BRIEF »
Locate the word "nodes" in the data below, then copy every line that holds it.

*-*-*

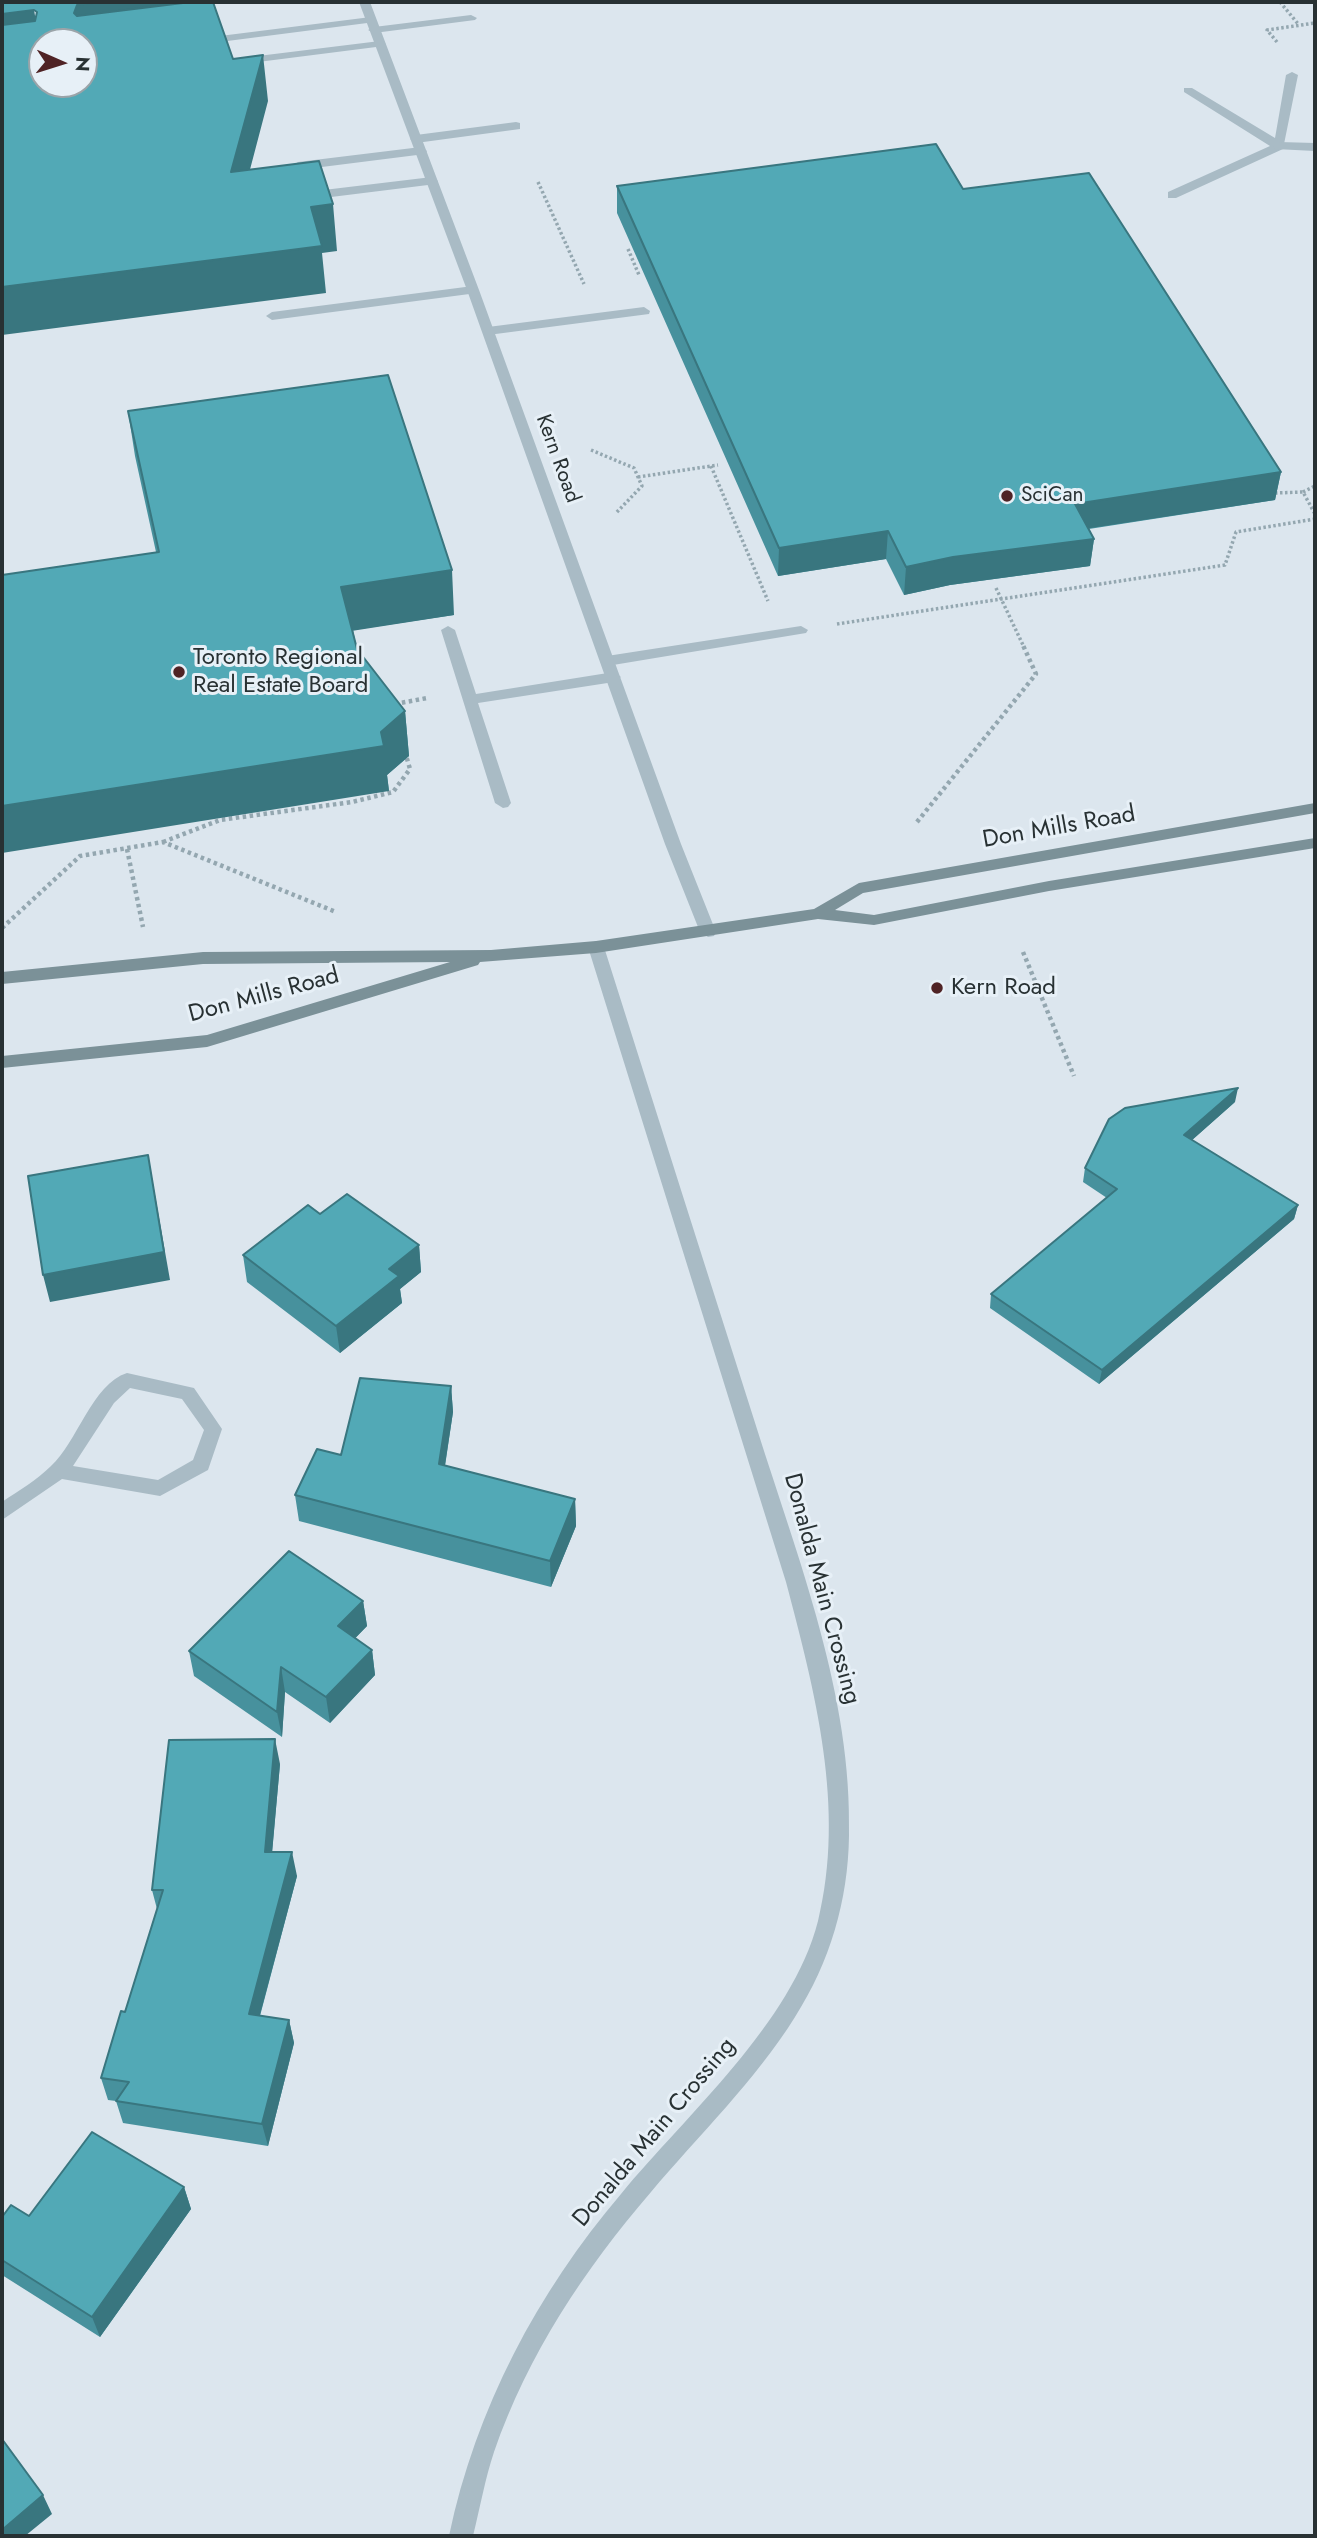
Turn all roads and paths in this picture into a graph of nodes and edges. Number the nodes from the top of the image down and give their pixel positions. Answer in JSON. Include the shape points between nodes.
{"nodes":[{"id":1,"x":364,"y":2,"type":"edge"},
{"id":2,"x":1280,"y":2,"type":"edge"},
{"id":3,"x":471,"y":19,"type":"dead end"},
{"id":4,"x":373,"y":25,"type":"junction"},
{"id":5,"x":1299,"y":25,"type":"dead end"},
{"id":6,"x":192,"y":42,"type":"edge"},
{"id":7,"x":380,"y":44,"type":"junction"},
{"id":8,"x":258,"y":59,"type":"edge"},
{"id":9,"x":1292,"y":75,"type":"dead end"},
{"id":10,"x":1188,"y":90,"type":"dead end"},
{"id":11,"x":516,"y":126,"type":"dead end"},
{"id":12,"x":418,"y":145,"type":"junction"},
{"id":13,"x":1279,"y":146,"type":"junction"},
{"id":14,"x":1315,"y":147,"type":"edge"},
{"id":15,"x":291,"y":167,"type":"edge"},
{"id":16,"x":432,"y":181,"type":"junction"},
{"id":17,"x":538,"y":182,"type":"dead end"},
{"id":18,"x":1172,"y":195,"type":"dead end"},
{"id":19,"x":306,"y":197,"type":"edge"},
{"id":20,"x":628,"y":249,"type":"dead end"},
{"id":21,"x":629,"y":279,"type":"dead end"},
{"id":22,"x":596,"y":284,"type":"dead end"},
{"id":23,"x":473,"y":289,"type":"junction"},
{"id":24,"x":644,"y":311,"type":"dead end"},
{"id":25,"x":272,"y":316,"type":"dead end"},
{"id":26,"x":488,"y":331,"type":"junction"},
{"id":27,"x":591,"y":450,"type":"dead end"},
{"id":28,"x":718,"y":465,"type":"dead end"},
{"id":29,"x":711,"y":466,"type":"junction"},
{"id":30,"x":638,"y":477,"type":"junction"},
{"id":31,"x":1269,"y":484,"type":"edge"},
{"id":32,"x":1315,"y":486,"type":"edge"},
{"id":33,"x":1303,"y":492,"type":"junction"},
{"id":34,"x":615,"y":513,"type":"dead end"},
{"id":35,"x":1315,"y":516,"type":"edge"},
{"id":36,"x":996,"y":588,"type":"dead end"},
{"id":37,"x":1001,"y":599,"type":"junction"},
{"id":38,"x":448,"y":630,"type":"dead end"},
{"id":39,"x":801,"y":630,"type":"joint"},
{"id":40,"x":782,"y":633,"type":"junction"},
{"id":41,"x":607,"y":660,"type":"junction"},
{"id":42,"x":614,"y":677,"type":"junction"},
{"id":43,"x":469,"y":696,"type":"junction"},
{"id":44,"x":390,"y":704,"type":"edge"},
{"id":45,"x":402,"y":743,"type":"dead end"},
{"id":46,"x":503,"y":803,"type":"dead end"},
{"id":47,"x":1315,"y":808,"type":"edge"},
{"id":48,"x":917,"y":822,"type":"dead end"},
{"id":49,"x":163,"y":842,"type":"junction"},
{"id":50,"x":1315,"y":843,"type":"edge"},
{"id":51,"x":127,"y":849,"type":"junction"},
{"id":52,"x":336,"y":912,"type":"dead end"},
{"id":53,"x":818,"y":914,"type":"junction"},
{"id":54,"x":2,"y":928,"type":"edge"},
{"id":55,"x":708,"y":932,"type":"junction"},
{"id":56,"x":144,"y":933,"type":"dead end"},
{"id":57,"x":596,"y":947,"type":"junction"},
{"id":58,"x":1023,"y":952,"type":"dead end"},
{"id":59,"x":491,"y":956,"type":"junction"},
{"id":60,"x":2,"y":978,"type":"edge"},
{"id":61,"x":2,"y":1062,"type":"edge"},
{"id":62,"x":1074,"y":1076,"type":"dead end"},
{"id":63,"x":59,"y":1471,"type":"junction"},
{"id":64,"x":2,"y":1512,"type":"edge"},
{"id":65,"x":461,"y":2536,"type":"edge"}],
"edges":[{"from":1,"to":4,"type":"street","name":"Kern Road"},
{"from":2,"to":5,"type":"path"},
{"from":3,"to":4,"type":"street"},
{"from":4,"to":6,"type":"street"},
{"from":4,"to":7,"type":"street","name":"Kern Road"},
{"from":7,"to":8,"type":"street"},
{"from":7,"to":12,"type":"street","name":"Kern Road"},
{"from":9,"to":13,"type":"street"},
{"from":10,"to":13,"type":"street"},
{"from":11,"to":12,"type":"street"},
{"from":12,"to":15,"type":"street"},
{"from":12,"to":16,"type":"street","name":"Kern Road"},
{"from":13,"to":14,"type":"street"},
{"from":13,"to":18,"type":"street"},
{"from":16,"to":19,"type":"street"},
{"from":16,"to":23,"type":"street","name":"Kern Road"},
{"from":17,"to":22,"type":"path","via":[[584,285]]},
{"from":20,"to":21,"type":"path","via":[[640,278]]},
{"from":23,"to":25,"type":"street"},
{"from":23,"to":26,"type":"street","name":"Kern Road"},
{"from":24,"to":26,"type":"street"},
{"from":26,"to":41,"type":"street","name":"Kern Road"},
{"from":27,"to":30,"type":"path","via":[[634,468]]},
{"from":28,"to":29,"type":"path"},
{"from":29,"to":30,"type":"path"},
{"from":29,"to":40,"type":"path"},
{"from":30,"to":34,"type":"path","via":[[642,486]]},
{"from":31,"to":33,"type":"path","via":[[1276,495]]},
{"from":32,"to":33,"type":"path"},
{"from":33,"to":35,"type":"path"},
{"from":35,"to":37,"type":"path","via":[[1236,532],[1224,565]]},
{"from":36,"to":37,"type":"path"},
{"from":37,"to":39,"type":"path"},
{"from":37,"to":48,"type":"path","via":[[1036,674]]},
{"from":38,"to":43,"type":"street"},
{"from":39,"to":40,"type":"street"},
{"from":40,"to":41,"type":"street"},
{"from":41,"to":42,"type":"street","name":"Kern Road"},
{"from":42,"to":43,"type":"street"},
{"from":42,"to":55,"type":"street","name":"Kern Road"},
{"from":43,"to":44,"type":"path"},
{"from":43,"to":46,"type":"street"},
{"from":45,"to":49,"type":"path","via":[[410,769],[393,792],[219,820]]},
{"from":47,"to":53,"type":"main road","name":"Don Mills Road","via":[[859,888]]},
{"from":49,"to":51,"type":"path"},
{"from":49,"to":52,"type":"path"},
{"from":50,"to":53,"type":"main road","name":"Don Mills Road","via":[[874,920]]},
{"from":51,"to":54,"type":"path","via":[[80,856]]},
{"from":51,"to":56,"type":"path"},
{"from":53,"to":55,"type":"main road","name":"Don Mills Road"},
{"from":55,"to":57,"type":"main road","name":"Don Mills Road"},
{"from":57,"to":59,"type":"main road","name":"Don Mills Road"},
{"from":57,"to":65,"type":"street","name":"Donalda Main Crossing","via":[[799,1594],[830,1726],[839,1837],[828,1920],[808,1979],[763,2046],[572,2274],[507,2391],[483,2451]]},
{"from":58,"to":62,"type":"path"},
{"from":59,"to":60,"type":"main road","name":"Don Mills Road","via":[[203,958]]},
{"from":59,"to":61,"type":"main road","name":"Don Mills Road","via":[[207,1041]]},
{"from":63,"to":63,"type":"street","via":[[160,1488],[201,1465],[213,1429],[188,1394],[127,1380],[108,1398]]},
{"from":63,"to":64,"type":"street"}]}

*-*-*

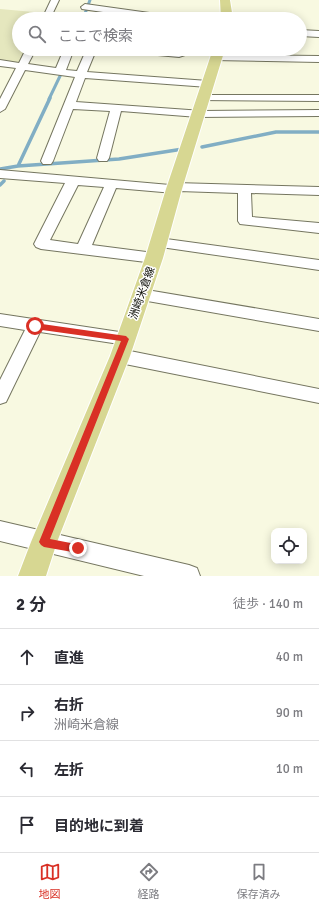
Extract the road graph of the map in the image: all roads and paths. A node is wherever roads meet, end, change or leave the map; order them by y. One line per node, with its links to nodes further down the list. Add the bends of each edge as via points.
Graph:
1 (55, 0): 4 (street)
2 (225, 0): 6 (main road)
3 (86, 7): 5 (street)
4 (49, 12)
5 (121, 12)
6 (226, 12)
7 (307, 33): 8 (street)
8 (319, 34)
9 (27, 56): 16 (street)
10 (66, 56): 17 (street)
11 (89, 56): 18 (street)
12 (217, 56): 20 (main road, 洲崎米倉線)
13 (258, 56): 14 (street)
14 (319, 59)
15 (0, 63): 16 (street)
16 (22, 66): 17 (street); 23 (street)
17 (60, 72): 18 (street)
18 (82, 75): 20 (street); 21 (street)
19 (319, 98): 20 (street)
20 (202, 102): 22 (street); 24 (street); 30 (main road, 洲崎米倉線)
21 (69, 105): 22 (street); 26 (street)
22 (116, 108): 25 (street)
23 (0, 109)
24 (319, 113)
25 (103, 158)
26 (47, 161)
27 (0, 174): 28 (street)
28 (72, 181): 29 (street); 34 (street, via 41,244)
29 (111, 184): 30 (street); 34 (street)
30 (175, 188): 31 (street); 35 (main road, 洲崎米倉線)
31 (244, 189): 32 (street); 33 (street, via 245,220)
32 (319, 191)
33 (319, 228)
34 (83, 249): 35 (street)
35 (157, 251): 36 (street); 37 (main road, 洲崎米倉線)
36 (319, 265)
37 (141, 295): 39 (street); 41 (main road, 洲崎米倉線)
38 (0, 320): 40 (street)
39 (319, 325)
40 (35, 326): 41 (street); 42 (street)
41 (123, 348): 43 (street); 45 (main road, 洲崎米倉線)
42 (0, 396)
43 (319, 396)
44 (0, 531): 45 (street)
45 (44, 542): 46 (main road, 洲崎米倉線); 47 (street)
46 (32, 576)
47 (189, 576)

*-*-*

ANSWER TO THIS EXERCISE »
Turn all roads and paths in this picture into a graph of nodes and edges. Number the nodes from the top of the image down and give their pixel positions. Answer in JSON. Include the shape points between nodes.
{"nodes":[{"id":1,"x":364,"y":2,"type":"edge"},
Extract the road graph of the map in the image: all roads and paths. A node is wherever roads meet, end, change or leave the map; order them by y. One line per node, with its links to nodes further down the list. Add the bends of each edge as via points.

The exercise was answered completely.